→ **What to do**: Check every line of the data below for "than". Copy each one that has it.

→ **Given data**:

╭──

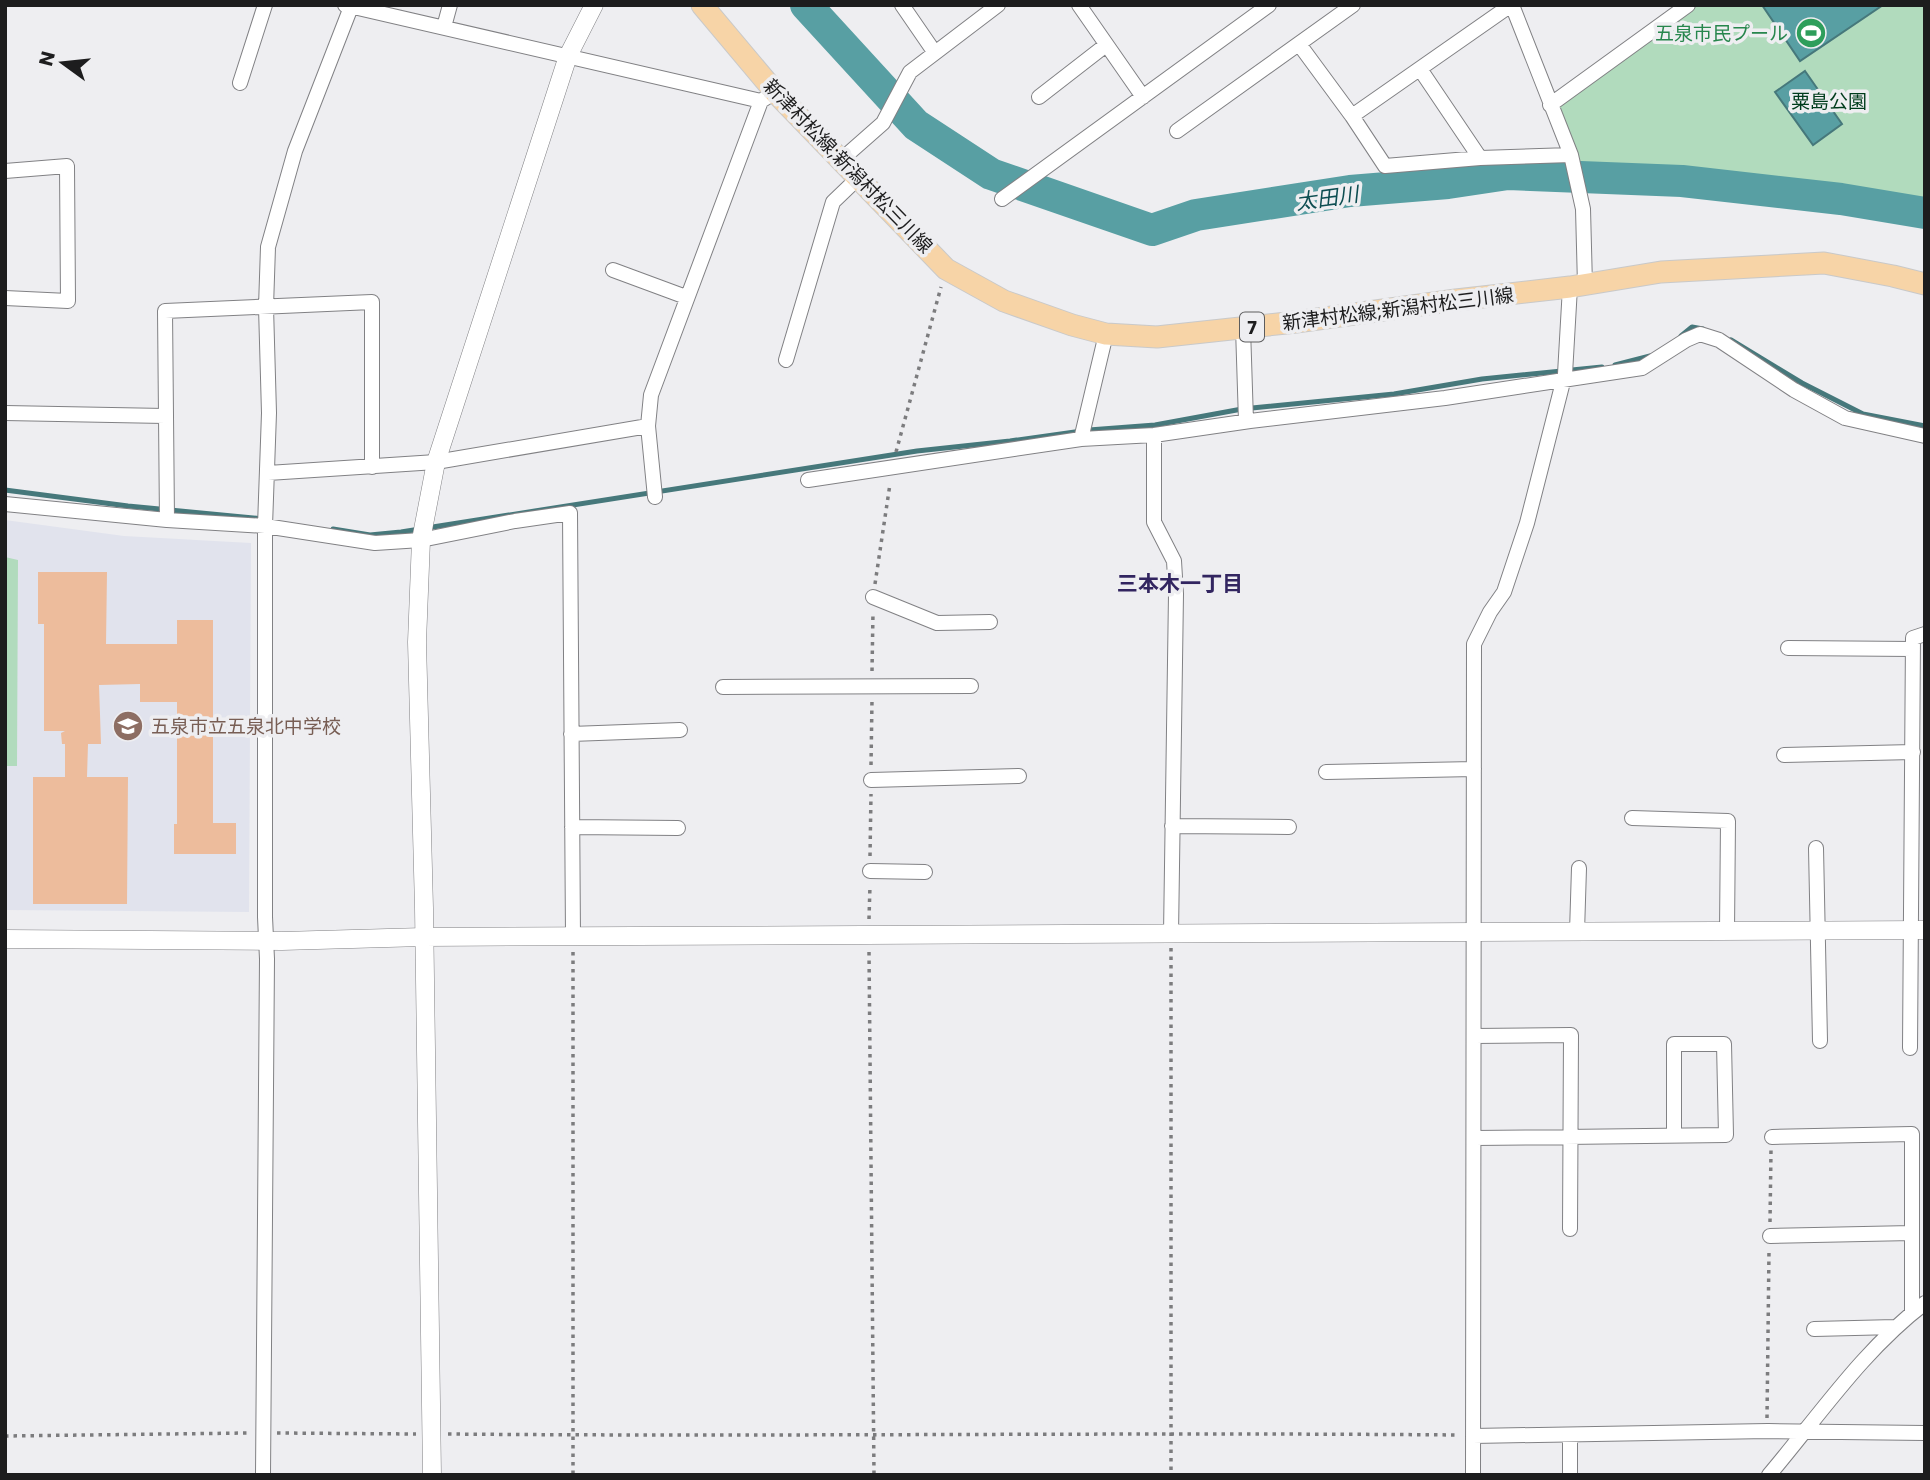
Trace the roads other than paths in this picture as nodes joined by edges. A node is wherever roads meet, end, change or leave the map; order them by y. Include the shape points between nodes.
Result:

╰──
╭──

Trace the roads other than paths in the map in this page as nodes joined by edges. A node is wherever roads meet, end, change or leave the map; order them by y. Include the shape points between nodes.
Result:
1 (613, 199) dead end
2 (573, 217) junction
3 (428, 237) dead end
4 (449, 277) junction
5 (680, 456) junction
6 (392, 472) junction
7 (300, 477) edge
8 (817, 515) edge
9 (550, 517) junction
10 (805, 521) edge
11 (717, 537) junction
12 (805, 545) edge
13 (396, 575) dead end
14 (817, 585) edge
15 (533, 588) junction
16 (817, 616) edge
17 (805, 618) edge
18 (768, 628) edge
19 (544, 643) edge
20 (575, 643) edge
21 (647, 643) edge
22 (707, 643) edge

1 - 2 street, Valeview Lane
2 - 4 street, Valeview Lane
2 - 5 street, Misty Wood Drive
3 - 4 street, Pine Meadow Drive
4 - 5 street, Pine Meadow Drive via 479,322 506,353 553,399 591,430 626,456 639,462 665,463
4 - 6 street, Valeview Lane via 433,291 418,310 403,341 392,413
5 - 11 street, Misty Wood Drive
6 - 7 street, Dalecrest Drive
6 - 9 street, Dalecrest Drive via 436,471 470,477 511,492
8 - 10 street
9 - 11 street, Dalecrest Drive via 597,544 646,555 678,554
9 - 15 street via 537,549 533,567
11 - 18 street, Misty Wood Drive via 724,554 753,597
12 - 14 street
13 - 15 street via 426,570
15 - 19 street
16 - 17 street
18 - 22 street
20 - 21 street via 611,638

╰──

→ **Result**:
Trace the roads other than paths in this picture as nodes joined by edges. A node is wherever roads meet, end, change or leave the map; order them by y. Include the shape points between nodes.
Trace the roads other than paths in the map in this page as nodes joined by edges. A node is wherever roads meet, end, change or leave the map; order them by y. Include the shape points between nodes.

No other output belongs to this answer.